Zu den alten Hausmittel und Heilmittel mit langer Tradition können auch die Zwiebelwickel gezählt werden. Seit Generationen werden diese bei verschiedenen Leiden eingesetzt um erfolgreiche Linderung zu erzielen und die Genesung zu beschleunigen. Für den Einsatz der Zwiebelwickel werden nur frische Zwiebeln und ein Wickelmaterial aus Baumwolle oder Papier (z.B. Küchenrolle) benötigt.
Wer jedoch gegen Zwiebeln allergisch reagiert, der sollte auf den Einsatz lieber verzichten.

Den Zwiebelwickel werden folgende Wirkungen nachgesagt:

  • Entzündungshemmend
  • Schleimlösend (erleichtert den Schleimabfluss)
  • Schmerzlindernd
  • reinigende Wirkung

Anwendungen von Zwiebelwickel

Zwiebelwickel können sowohl kalt als auch als warme Variante eingesetzt werden.

  • Zwiebelwickel können als warmer Ohrwickel gegen Ohrenschmerzen oder bei einer Mittelohrentzündung, vor allem bei Kindern, eingesetzt werden.
  • Bei Halsschmerzen oder Rachenentzündungen kann ein heißer Halswickel bestehend aus gebratenen Zwiebeln Linderung verschaffen.

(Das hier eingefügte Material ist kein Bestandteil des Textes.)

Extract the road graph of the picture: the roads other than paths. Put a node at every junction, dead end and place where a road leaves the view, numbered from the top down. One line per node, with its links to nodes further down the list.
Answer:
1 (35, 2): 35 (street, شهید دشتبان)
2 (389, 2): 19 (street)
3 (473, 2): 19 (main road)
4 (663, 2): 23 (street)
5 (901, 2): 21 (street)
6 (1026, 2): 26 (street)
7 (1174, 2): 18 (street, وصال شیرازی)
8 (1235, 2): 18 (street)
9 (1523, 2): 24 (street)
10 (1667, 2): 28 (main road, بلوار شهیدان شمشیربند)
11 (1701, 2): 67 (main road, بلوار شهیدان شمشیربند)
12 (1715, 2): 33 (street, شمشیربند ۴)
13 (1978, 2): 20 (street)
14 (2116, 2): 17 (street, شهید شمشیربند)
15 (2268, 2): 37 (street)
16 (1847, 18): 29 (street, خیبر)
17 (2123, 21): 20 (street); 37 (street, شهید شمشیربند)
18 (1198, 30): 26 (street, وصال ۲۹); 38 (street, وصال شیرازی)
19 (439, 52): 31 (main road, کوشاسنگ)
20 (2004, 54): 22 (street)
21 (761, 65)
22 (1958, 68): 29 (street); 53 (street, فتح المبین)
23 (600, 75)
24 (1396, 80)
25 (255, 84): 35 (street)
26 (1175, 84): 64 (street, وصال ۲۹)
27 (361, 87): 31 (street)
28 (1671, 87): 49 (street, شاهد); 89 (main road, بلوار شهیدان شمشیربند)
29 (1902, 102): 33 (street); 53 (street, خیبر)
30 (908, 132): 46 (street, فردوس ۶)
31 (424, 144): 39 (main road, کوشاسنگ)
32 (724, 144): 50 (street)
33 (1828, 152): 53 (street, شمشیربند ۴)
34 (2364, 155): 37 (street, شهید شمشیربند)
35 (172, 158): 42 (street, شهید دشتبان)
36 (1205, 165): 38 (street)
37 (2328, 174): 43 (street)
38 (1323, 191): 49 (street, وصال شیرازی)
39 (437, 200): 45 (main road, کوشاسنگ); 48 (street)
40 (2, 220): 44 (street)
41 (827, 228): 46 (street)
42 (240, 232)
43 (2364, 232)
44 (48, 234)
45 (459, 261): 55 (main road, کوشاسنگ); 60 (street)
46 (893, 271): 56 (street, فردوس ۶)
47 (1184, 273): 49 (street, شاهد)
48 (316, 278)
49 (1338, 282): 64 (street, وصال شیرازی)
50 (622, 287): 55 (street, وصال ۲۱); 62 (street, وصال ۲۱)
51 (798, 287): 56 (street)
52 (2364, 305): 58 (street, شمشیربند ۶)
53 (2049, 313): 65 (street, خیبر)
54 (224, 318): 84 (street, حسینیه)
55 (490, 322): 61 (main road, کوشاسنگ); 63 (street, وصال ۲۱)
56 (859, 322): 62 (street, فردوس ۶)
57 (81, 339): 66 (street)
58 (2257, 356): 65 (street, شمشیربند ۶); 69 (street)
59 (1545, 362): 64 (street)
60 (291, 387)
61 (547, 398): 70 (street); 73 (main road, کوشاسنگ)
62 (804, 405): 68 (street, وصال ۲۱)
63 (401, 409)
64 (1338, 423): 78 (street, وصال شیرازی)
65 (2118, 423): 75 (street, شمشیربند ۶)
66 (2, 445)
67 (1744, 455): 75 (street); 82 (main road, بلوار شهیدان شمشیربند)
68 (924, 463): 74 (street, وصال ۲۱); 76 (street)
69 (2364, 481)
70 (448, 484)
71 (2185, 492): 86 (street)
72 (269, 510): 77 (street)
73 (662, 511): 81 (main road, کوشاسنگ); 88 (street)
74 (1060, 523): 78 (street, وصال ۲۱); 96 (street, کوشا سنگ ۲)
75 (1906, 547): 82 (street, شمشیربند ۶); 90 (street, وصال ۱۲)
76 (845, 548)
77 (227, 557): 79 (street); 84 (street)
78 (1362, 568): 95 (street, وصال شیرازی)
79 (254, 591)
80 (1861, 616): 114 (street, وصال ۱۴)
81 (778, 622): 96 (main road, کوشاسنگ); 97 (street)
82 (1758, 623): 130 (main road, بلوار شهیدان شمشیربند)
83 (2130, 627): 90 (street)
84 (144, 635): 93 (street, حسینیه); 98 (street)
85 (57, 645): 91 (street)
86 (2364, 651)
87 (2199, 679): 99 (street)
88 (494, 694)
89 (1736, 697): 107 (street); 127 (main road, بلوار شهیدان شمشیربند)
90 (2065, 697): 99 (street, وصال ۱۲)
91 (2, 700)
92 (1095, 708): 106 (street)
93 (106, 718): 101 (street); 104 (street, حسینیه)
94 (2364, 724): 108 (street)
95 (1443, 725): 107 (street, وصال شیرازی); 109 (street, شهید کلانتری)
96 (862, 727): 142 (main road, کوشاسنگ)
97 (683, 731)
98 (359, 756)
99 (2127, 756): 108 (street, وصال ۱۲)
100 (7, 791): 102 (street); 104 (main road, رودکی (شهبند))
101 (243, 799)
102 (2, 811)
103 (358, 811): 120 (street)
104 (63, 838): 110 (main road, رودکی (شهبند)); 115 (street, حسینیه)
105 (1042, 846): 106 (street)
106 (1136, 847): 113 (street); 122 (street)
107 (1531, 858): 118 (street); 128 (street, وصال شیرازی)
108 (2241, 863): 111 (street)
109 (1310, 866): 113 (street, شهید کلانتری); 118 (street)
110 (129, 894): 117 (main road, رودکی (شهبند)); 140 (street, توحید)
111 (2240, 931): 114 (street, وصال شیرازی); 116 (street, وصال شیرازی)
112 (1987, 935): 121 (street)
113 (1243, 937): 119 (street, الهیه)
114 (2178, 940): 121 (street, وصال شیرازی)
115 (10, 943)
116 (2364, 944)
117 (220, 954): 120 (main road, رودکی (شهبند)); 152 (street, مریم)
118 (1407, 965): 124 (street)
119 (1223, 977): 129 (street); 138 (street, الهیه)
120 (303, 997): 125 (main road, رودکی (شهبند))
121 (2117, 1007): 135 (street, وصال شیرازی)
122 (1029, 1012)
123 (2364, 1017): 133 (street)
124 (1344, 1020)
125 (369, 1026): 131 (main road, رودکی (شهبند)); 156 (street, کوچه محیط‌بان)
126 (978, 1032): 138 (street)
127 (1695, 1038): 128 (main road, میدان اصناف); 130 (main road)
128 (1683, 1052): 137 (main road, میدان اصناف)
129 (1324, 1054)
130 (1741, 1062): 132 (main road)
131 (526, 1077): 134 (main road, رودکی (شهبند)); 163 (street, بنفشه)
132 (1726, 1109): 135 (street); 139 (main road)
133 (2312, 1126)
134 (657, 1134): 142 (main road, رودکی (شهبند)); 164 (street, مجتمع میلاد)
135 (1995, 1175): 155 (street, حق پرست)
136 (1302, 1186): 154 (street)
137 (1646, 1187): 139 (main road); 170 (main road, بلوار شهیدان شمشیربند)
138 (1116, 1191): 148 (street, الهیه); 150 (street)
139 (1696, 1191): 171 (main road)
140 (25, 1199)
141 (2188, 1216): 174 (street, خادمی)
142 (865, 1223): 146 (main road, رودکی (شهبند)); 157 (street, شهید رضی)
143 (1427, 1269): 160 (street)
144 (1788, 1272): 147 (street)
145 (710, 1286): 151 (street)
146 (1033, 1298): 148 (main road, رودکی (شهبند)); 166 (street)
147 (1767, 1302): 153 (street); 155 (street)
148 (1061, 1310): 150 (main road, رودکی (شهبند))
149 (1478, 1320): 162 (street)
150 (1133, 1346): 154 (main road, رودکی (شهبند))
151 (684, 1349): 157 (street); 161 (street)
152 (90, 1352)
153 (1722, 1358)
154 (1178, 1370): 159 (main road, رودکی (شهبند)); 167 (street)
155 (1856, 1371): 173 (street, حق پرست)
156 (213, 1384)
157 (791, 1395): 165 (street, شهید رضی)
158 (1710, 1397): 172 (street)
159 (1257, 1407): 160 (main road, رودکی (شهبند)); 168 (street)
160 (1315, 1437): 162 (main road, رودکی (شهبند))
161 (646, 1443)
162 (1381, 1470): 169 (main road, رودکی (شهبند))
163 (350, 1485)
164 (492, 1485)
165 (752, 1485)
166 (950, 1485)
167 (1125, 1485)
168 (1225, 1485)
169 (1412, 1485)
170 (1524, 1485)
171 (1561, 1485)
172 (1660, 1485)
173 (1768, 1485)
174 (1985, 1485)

Durch die ätherischen Öle kann das Einatmen des Zwiebelgeruches zusätzlich schleimlösend wirken.
  • Eine kalte Kompresse, aus Zwiebeln, auf der Haut aufgetragen, wird oft entzündungshemmend eingesetzt.

Anwendungsbereiche von Zwiebelwickel

  • Ohrenentzündung, Ohrenschmerzen
  • Erkältung
  • Husten, Bronchitis
  • Halsentzündung
  • Mumps
  • Zahn-, Fuß- und Kopfschmerzen
  • Entzündete Gelenke
  • Hautentzündungen
  • Insektenstiche

Wenn Babys und Kleinkinder Zähne bekommen, dann kann je eine auf die Fußsohle gelegte Zwiebelscheibe Linderung bringen.
Bei Insektenstichen wird eine Zwiebel aufgeschnitten und damit den Ort des Insektenstiches gründlich einreiben. Danach kann ein Zwiebelwickel aufgelegt werden.

Eine Einwirkzeit der Zwiebelwickel sollte 1 Stunde nicht überschreiten. Bei guter Hautverträglichkeit, bzw. bei angenehmen Wohlbefinden kann die Grenze auch bei 2 Stunden angesetzt werden. Anschließend eine längere Pause einhalten und die Wirkung abwarten.

Herstellung kalter und warmer Zwiebelwickel
Die warmen Zwiebelwickel können nach folgender Anleitung hergestellt werden. Zuerst eine Zwiebel klein schneiden, dann zerdrücken und anschließend kurz in einer Pfanne (ohne weitere Zutaten) anbraten. Wenn die Zwiebelstücke heiß genug sind, dann werden diese, inkl. dem entstehendem Zwiebelsaft, auf ein Leinentuch oder Taschentuch aufgelegt und zu einem Wickel zusammengeschlagen. Der Zwiebelwickel kann nun, solange er warm ist, aufgetragen (Bei einer Auflage auf die Ohren unbedingt vorher die Temperatur prüfen, denn sie sollte nicht zu heiß sein.) und mit einem weiteren Tuch oder Schaal fixiert werden.

Bei der kalten Zwiebelwickel-Kompresse werden die Zwiebeln zuerst geschnitten und anschließend in einem Tuch zerquetscht. Diese Kompresse, inkl. dem Zwiebelsaft, dann auf die entsprechende Stelle auflegen.

Wenn der Zwiebelwickel bei Husten zum Einsatz kommen soll, dann muss dieser die Brust und die Rippen abdecken, damit die ätherischen Öle der Zwiebel ihre Wirkung zeigen können. Fixieren Sie den Wickel mit einem Handtuch.

Wichtiges im Umgang mit Zwiebelwickel:

  • kalte Zwiebelwickel wirken entzündungshemmend
  • warme Zwiebelwickel kommen eher bei Husten und Bronchitis zum Einsatz
  • Bei einer allergischen Reaktion auf Zwiebeln sollten Sie eher auf den Gebrauch der Zwiebelwickel verzichten.
  • Sollten die Wickel Schmerzen bereiten, dann sind diese sofort abzunehmen und die betreffende Stelle mit klarem Wasser abzuwaschen.